Maiale credits his sales and customer service organization with cultivating tremendous customer allegiance. That is especially important for a printer in the insert market, where local and regional retailers and grocery chains typically sign long-term contracts for weekly or monthly print runs.

The organizational structure at Inserts East, under the direction of Vice President of Sales and COO Nick Maiale, gives the customer service reps responsibility for the production needs of each customer and frees the sales team to concentrate on selling.

The people behind the success at Inserts East also have technology on their side. Inserts East recently installed its second two-web Heidelberg V-30 press. The 108,000-square-foot facility also houses two Heidelberg NC-400 presses and a work force that has expanded from 24 people to 120 since 1996. Running nearly identical press configurations allows Inserts East to interchange crews, thereby reducing training requirements.

The choice of equipment also reflects another secret to the printer's success. This is a company that has carved out a clearly defined niche.

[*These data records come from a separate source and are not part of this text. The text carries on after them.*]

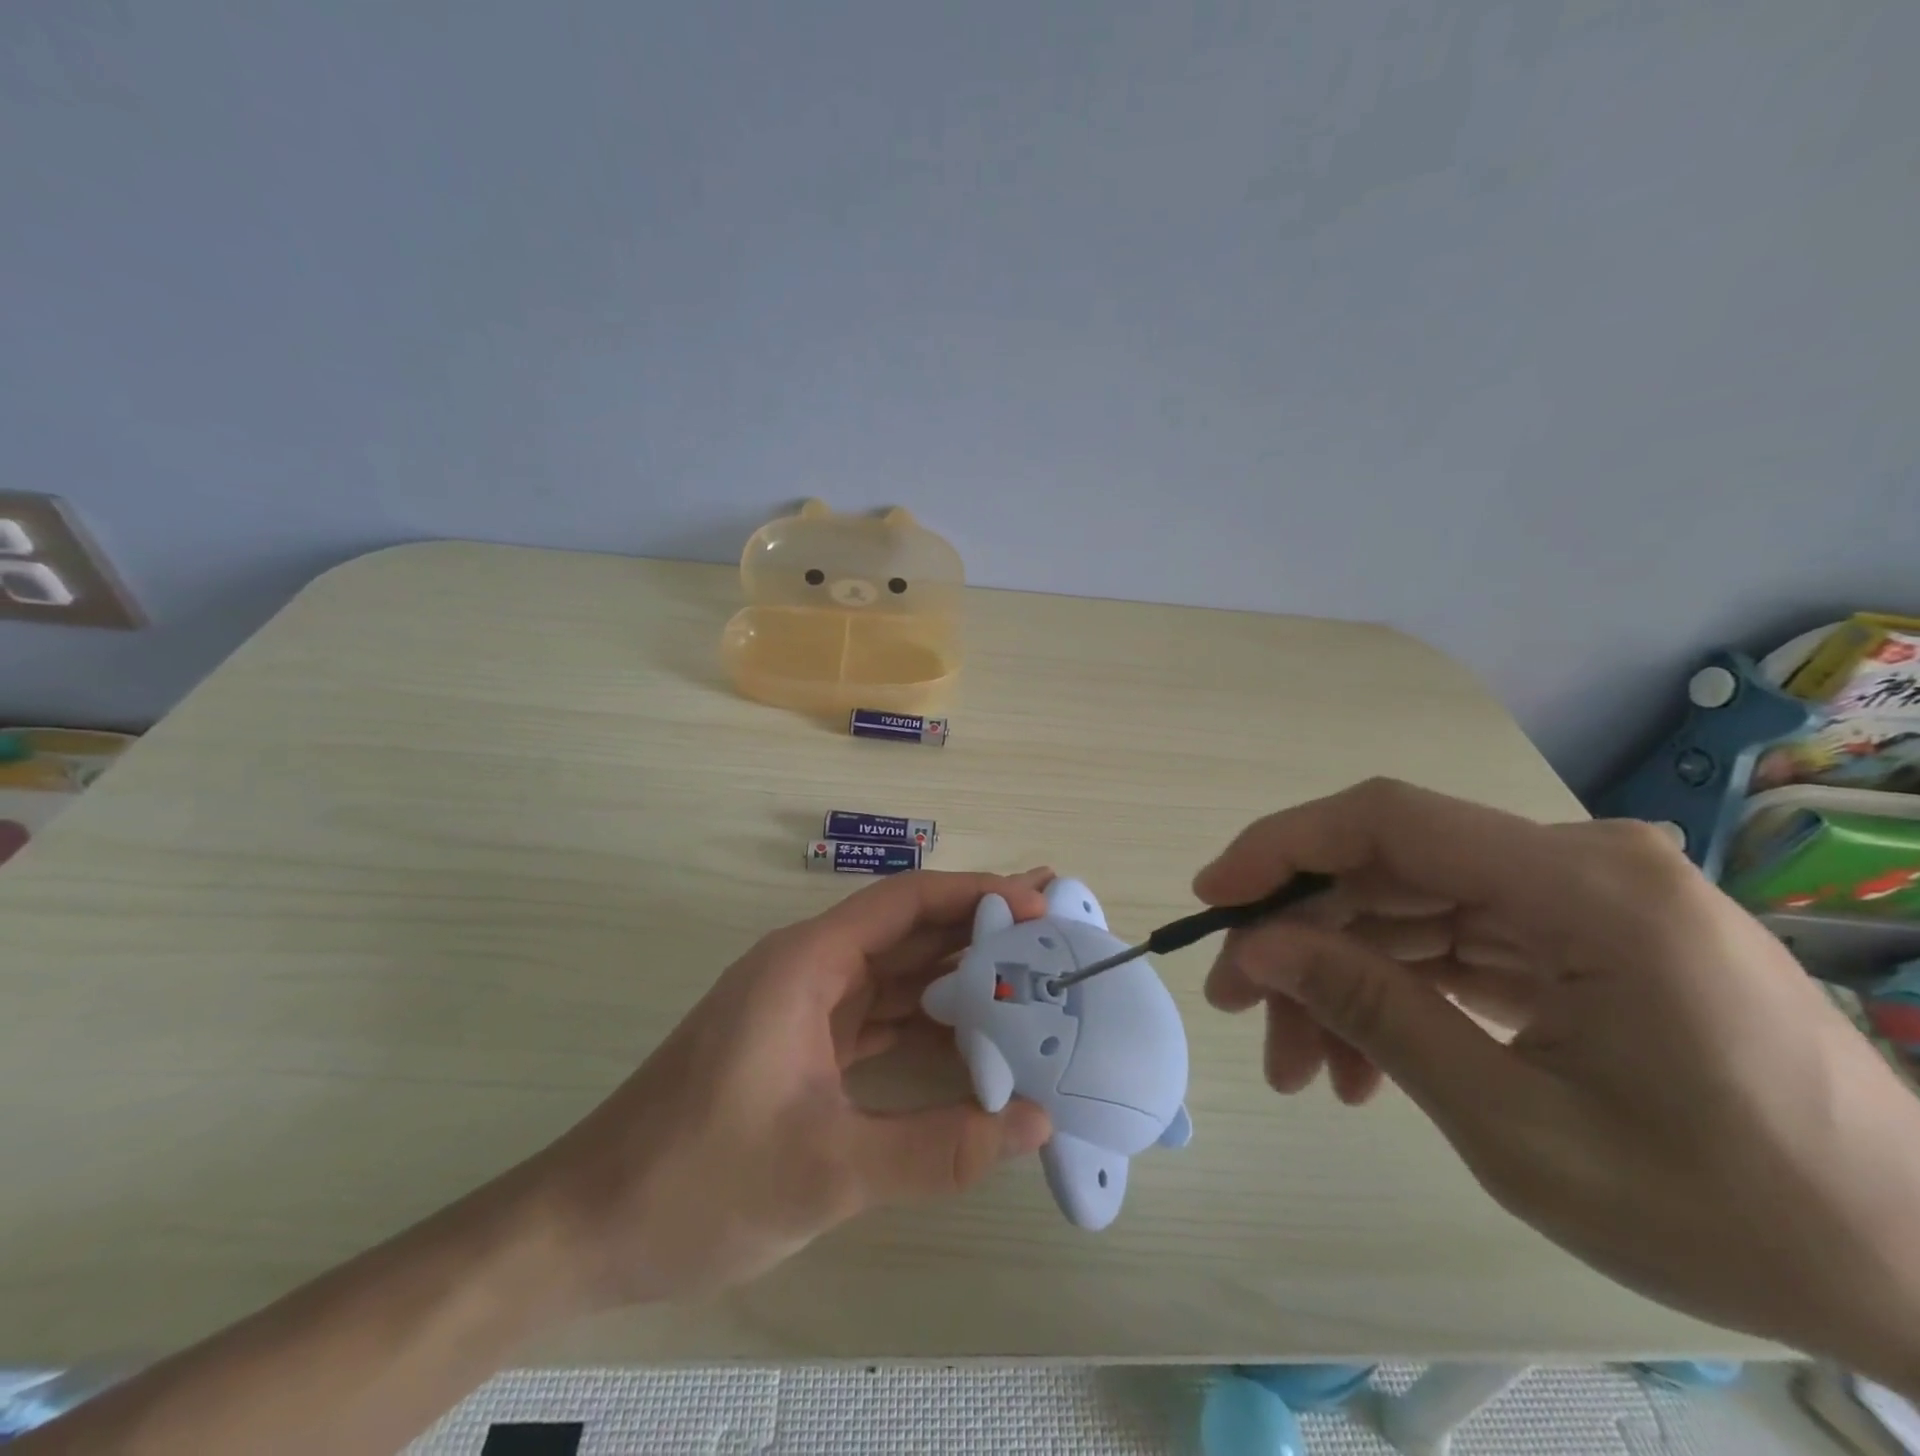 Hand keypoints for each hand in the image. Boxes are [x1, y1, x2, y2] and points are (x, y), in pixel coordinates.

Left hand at [527, 869, 1054, 1309]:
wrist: (587, 1227)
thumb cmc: (697, 1179)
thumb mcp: (826, 1169)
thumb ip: (937, 1147)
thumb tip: (1034, 1123)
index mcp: (806, 964)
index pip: (904, 903)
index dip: (974, 895)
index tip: (1038, 905)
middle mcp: (808, 971)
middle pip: (906, 932)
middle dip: (977, 929)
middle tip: (1051, 928)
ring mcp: (804, 1010)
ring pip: (895, 978)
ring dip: (956, 980)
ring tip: (1030, 981)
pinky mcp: (801, 1049)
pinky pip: (878, 1021)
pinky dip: (927, 1028)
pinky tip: (975, 1046)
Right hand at [1196, 778, 1919, 1384]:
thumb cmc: (1730, 1214)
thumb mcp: (1517, 1125)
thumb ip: (1376, 1014)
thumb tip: (1260, 948)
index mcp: (1586, 887)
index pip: (1389, 821)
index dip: (1284, 847)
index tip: (1212, 901)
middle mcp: (1581, 864)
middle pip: (1390, 872)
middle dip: (1302, 940)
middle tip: (1240, 1011)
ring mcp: (1583, 898)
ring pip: (1409, 911)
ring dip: (1342, 980)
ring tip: (1299, 1068)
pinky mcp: (1581, 936)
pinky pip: (1455, 943)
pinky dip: (1397, 994)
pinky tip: (1362, 1064) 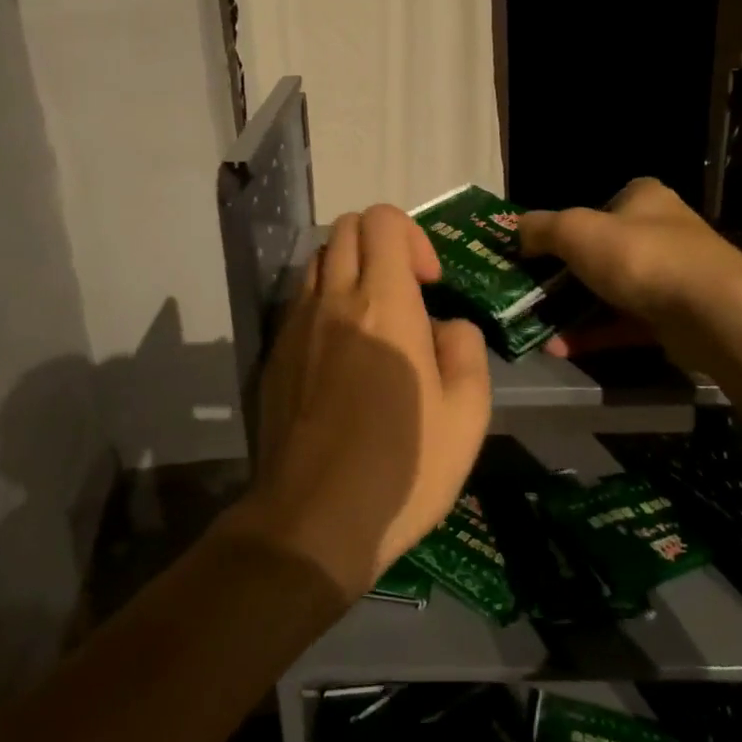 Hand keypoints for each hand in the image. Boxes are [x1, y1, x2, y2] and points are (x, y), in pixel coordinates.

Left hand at [230, 205, 492, 600]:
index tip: (429, 285)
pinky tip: (341, 352)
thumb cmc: (403, 469)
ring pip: (317, 259)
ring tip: (373, 318)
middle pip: (346, 228)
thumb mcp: (467, 415)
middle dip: (382, 243)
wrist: (313, 521)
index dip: (413, 237)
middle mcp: (332, 300)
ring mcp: (295, 326)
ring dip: (349, 269)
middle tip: (405, 292)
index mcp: (383, 304)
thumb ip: (465, 350)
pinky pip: (299, 300)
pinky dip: (324, 301)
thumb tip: (444, 328)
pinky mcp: (273, 354)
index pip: (383, 220)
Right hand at [518, 177, 741, 371]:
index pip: (600, 205)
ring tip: (536, 324)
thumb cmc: (639, 256)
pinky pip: (623, 325)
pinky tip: (558, 348)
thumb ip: (542, 228)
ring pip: (611, 292)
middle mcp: (660, 233)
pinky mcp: (673, 320)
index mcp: (643, 200)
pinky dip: (593, 334)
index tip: (537, 250)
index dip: (566, 226)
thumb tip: (517, 231)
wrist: (710, 312)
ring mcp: (669, 279)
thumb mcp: (576, 231)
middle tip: (529, 291)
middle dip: (564, 275)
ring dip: (573, 309)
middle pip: (602, 252) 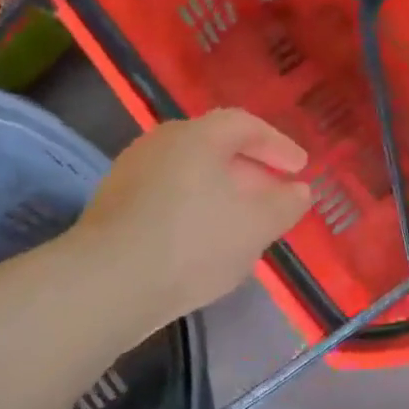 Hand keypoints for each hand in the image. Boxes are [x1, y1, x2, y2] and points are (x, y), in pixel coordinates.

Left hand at [78, 109, 311, 328]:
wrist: (108, 282)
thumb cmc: (194, 243)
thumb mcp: (256, 227)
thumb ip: (285, 205)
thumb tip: (299, 190)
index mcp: (197, 137)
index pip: (245, 125)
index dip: (278, 144)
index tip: (300, 168)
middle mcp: (161, 143)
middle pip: (215, 146)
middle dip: (251, 169)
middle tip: (274, 195)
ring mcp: (132, 172)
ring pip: (190, 172)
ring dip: (222, 191)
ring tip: (242, 221)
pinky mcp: (114, 204)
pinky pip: (168, 194)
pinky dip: (195, 207)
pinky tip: (204, 240) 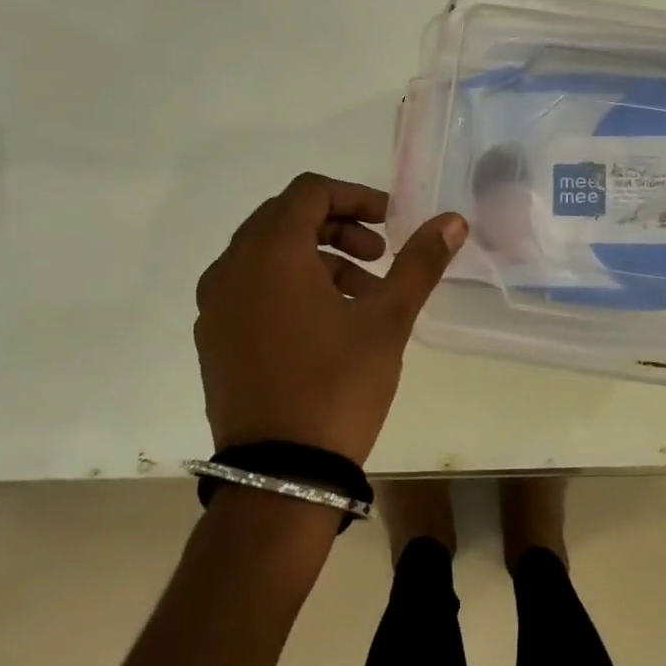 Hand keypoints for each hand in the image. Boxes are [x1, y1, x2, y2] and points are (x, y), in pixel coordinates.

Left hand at [194, 173, 466, 465]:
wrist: (280, 473)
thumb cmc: (337, 385)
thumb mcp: (388, 319)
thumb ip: (419, 262)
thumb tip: (453, 220)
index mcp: (270, 251)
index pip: (310, 191)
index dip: (356, 196)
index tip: (390, 222)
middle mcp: (231, 267)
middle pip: (286, 218)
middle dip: (338, 227)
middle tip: (379, 256)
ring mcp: (214, 305)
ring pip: (268, 255)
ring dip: (317, 259)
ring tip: (362, 296)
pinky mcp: (212, 338)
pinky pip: (251, 288)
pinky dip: (288, 286)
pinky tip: (325, 324) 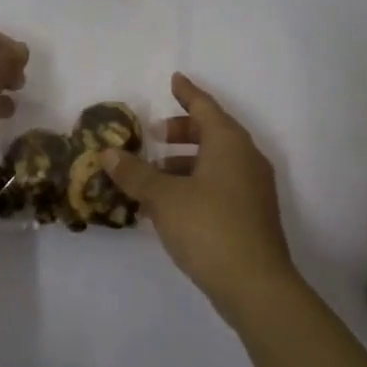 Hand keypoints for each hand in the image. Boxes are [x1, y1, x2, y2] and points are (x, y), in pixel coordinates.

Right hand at [101, 72, 299, 320]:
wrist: (257, 287)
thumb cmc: (209, 228)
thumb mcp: (164, 198)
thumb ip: (135, 173)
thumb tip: (108, 153)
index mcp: (229, 143)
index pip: (204, 106)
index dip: (186, 92)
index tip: (174, 79)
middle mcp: (246, 158)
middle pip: (212, 132)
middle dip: (181, 132)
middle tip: (154, 136)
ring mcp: (253, 188)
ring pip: (216, 161)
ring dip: (185, 162)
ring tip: (153, 176)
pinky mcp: (253, 215)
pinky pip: (221, 184)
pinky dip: (196, 183)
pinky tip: (171, 206) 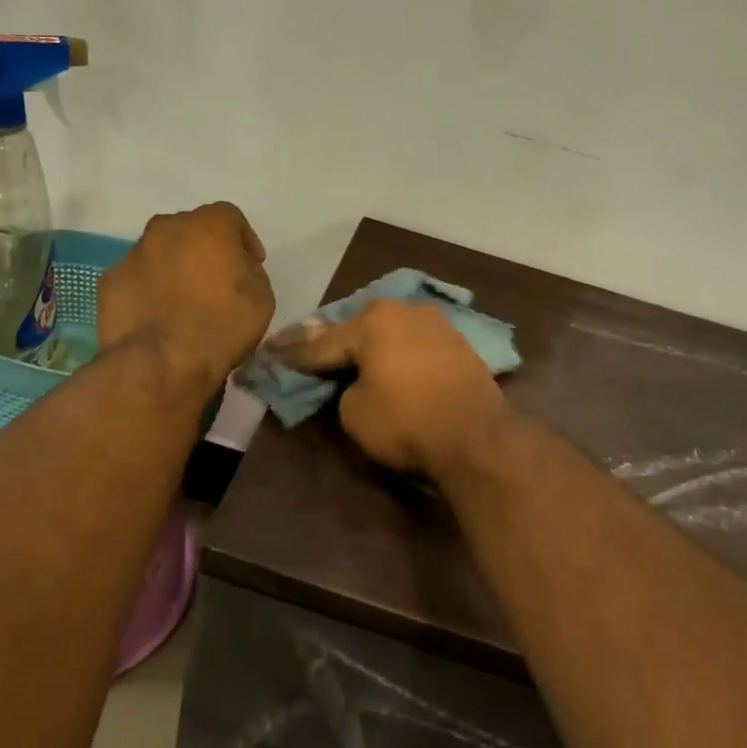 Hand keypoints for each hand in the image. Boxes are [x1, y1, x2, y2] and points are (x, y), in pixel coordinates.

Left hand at [97, 203, 273, 387]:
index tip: (251, 265)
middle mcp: (166, 228)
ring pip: (160, 252)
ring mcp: (133, 254)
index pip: (230, 217)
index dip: (244, 240)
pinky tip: (158, 315)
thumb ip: (250, 271)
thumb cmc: (220, 325)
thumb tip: (236, 269)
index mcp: (208, 225)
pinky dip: (149, 289)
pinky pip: (137, 277)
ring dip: (174, 267)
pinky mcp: (109, 281)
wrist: (160, 362)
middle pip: (191, 229)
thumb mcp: (262, 298)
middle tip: (217, 280)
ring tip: (184, 301)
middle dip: (205, 249)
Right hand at [267, 300, 512, 473]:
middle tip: (300, 345)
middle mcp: (403, 311)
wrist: (477, 436)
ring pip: (387, 331)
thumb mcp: (355, 412)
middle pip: (355, 328)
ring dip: (365, 342)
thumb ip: (343, 388)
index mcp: (372, 322)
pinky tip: (386, 357)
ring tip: (343, 351)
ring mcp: (434, 323)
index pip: (321, 342)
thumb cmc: (406, 421)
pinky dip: (395, 351)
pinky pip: (412, 342)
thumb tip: (355, 380)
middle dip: (329, 339)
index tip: (269, 352)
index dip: (292, 353)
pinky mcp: (456, 342) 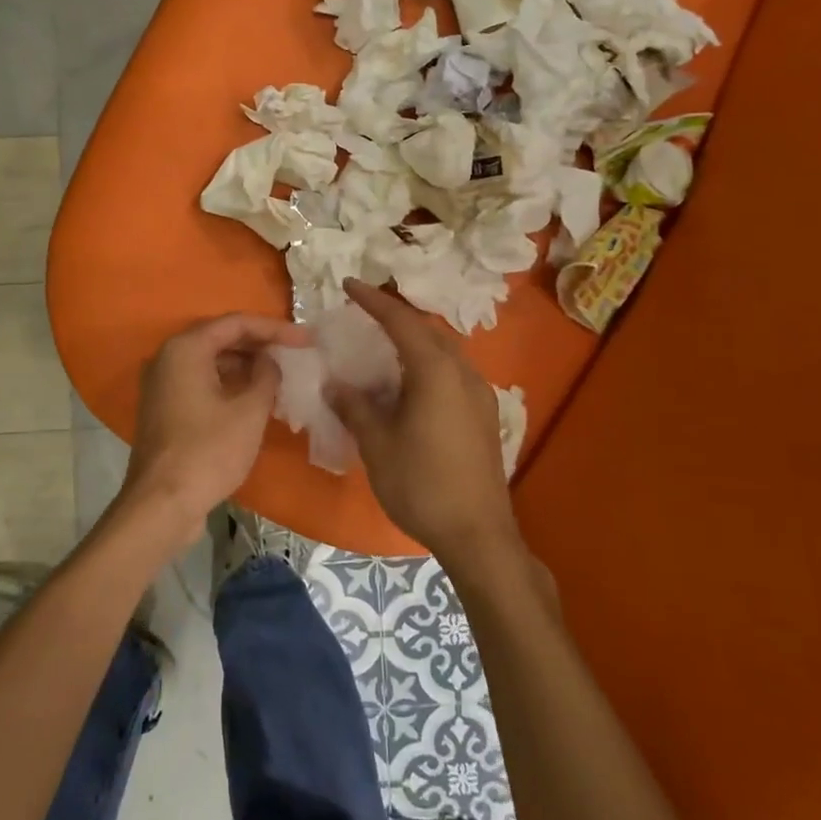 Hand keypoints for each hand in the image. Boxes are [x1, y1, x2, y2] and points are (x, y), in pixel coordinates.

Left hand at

Concentrating almost exclusively on heatset inserts in the narrow, two-pages-across by one-page-around format makes it possible to configure equipment, workflows and personnel for maximum efficiency. A growing list of customers from New York to Florida and west to the Mississippi River appears to support management's belief that this type of specialization provides an edge in service.

"We don't compete for the large, national insert jobs that are generally printed on wider presses," notes Maiale. "We don't compete for those jobs yet."